(The data begins)

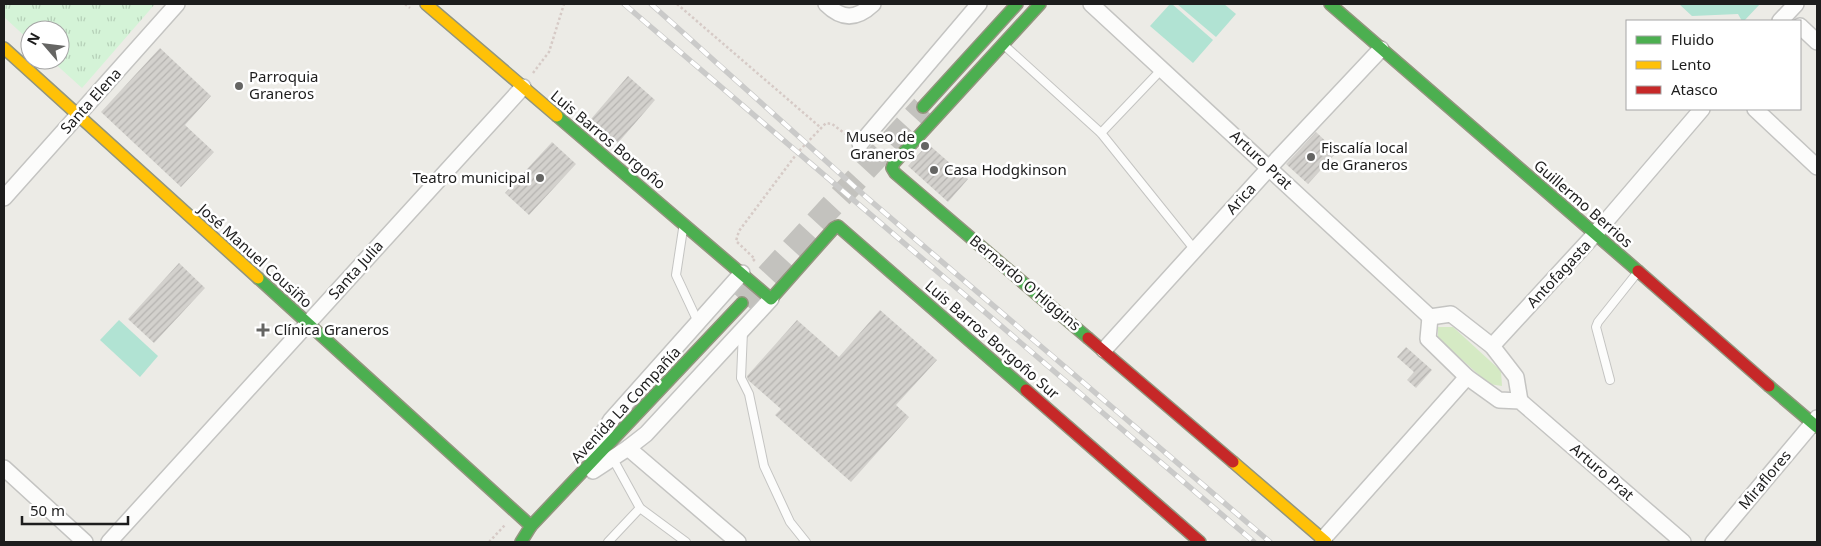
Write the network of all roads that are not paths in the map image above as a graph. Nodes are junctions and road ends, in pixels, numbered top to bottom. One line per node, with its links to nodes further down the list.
1 (177, 4): 21 (street, Santa Elena)
2 (426, 4): 16 (street, Luis Barros Borgoño)
3 (826, 4): 4 (street)
4 (873, 4)
5 (979, 4): 17 (street)
6 (1017, 4): 18 (street)
7 (1040, 4): 12 (street, Bernardo O'Higgins)
8 (1091, 4): 15 (street, Arturo Prat)
9 (1330, 4): 14 (street, Guillermo Berrios)
10 (1801, 27): 11 (street)
11 (1817, 42)
12 (1003, 44): 22 (street, Bernardo O'Higgins); 23 (lane)
13 (4, 48): 21 (street, José Manuel Cousiño)
14 (1381, 49): 26 (street, Arica); 29 (street, Guillermo Berrios)
15 (1162, 69): 23 (lane); 26 (street, Arturo Prat)
16 (523, 87): 28 (street, Luis Barros Borgoño); 37 (street, Santa Julia)
17 (899, 98): 22 (street); 24 (street)
18 (923, 107)
19 (1701, 110): 29 (street, Antofagasta)
20 (1756, 110): 25 (street)
21 (78, 115): 27 (street, Santa Elena); 37 (street, José Manuel Cousiño)
22 (929, 125): 40 (street, Bernardo O'Higgins)
23 (1101, 133): 30 (lane)
24 (860, 144)
25 (1817, 167)
26 (1270, 168): 30 (street, Arica); 35 (street, Arturo Prat)
27 (4, 198)
28 (684, 224): 32 (street, Luis Barros Borgoño); 36 (lane)
29 (1595, 234): 31 (street, Guillermo Berrios); 39 (street, Antofagasta)
30 (1195, 250): 40 (street, Arica)
31 (1638, 272): 42 (lane); 44 (street, Guillermo Berrios)
32 (742, 273): 33 (street, Luis Barros Borgoño); 36 (street)
33 (772, 299): 38 (street); 60 (street, Luis Barros Borgoño Sur)
34 (742, 303): 48 (street, Avenida La Compañía)
35 (1430, 317): 39 (street); 41 (street)
36 (698, 322): 48 (street)
37 (308, 323): 50 (street, José Manuel Cousiño); 54 (street, Santa Julia)
38 (743, 329): 45 (street); 59 (lane)
39 (1492, 346): 43 (street)
40 (1104, 350): 52 (street, Bernardo O'Higgins)
41 (1467, 378): 43 (street); 52 (street)
42 (1610, 380)
43 (1520, 401): 61 (street, Arturo Prat)
44 (1816, 423): 62 (street, Miraflores)
45 (628, 448): 46 (street); 58 (street)
46 (613, 459): 48 (street); 49 (lane)
47 (4, 468): 53 (street)
48 (574, 482): 50 (street, Avenida La Compañía)
49 (640, 508): 56 (lane); 57 (lane)
50 (531, 526): 51 (street, Avenida La Compañía); 55 (street, Avenida La Compañía)
51 (509, 536)
52 (1325, 541)
53 (85, 542)
54 (109, 542)
55 (521, 542)
56 (608, 542)
57 (686, 542)
58 (738, 542)
59 (806, 542)
60 (1200, 542)
61 (1683, 542)
62 (1713, 542)

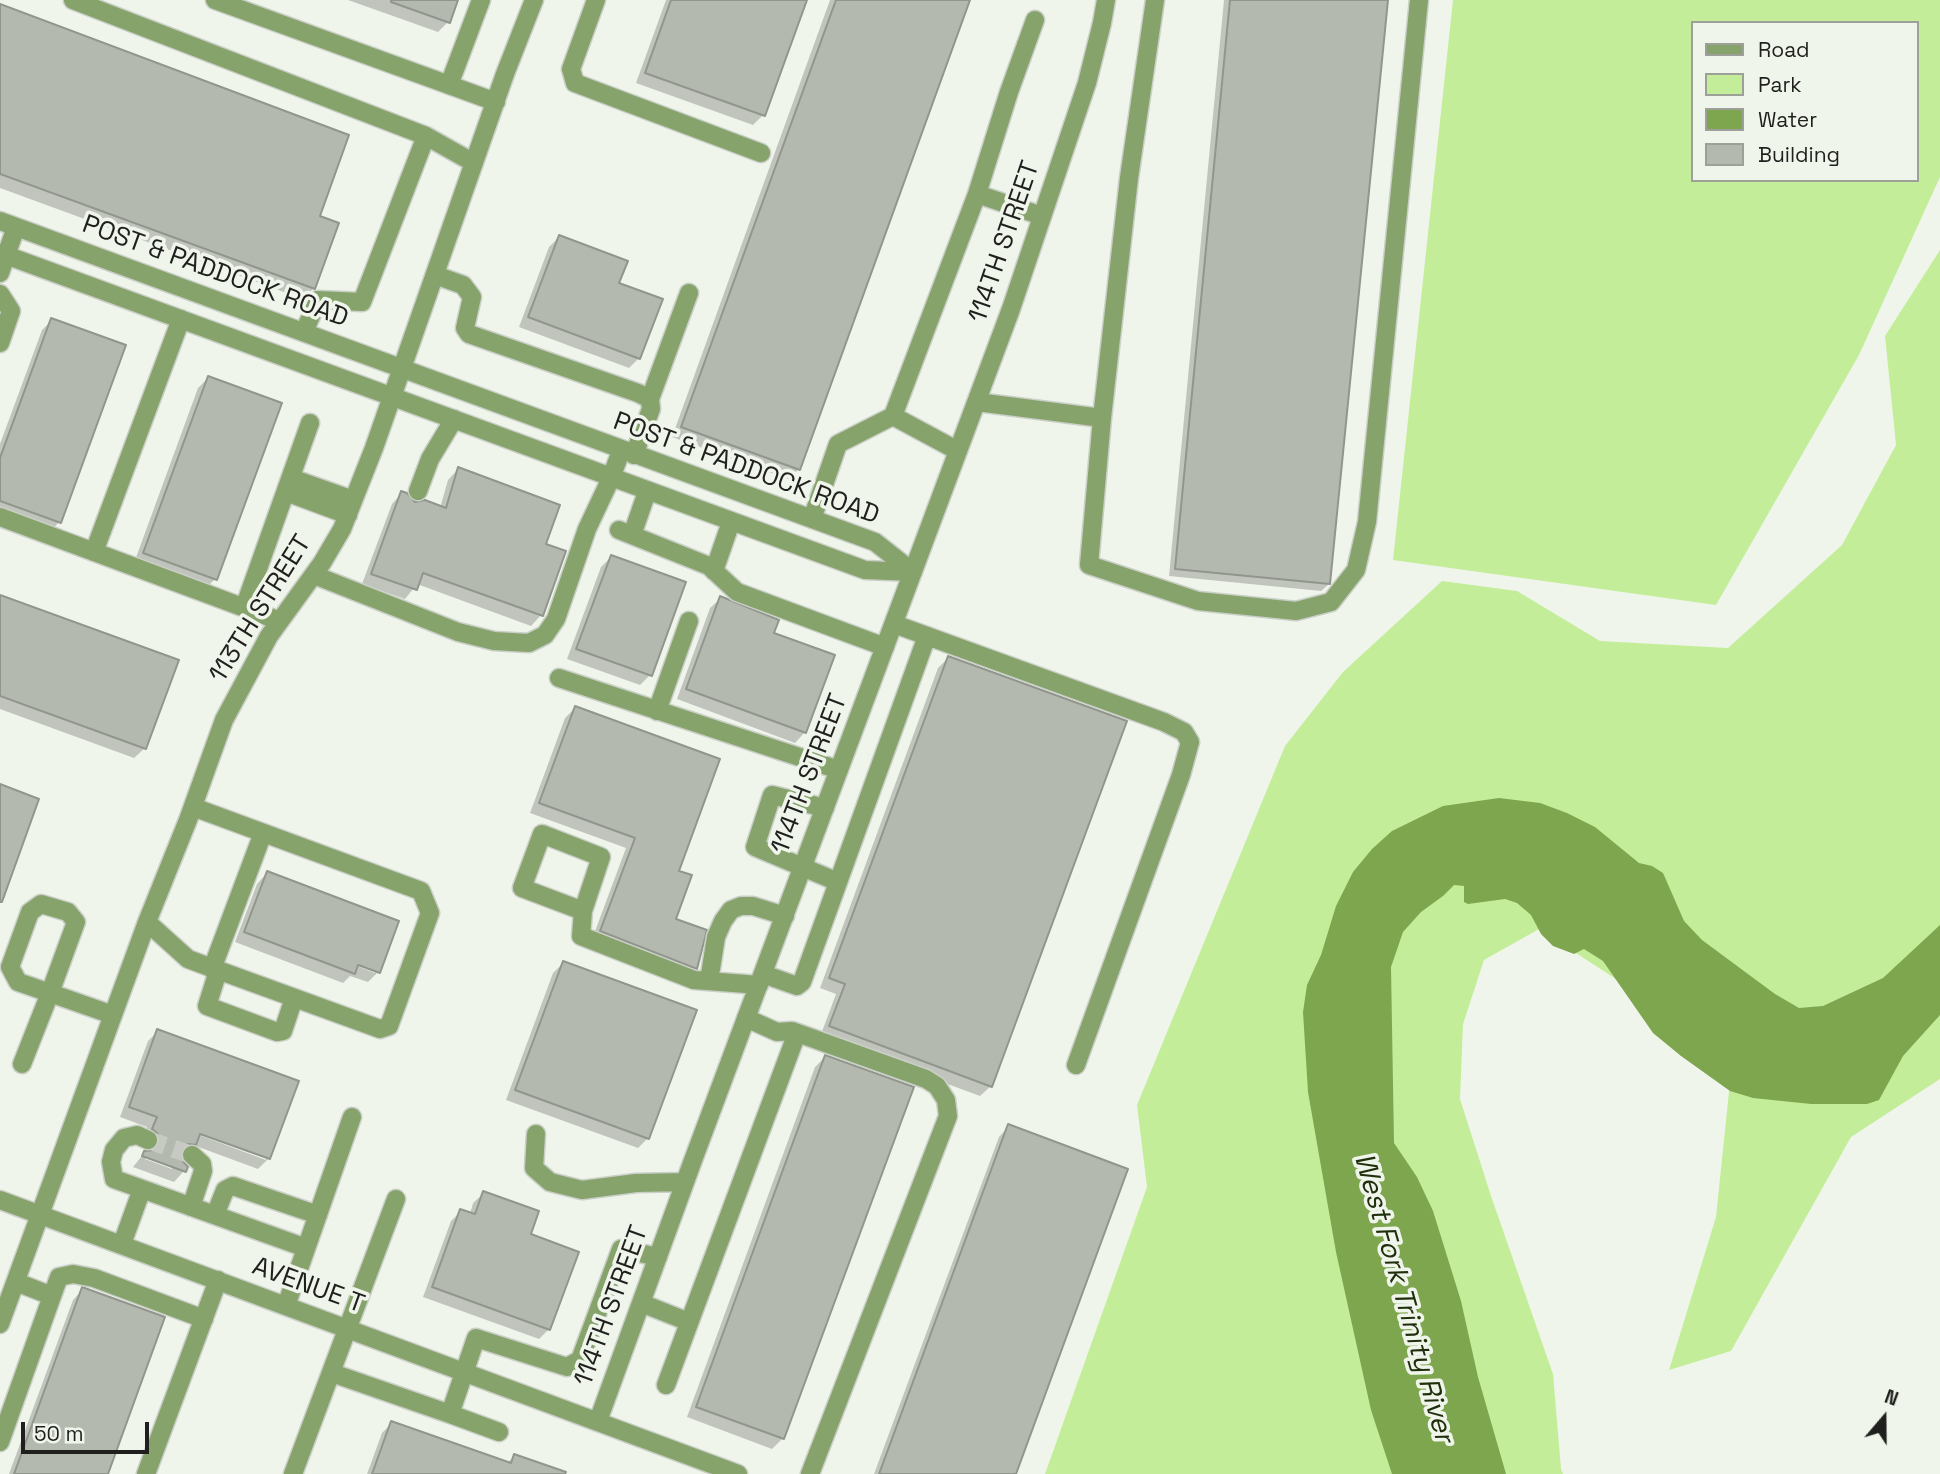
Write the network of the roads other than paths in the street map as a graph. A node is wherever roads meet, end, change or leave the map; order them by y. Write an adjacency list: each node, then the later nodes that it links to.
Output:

(The data ends)

- _Assignment_
From the line holding "Write the network of the" to the end of the listing, copy every line exactly, both ends included, and add nothing.

- _Task output_
Write the network of the roads other than paths in the street map as a graph. A node is wherever roads meet, end, change or leave the map; order them by y. Write an adjacency list: each node, then the later nodes that it links to.
Output:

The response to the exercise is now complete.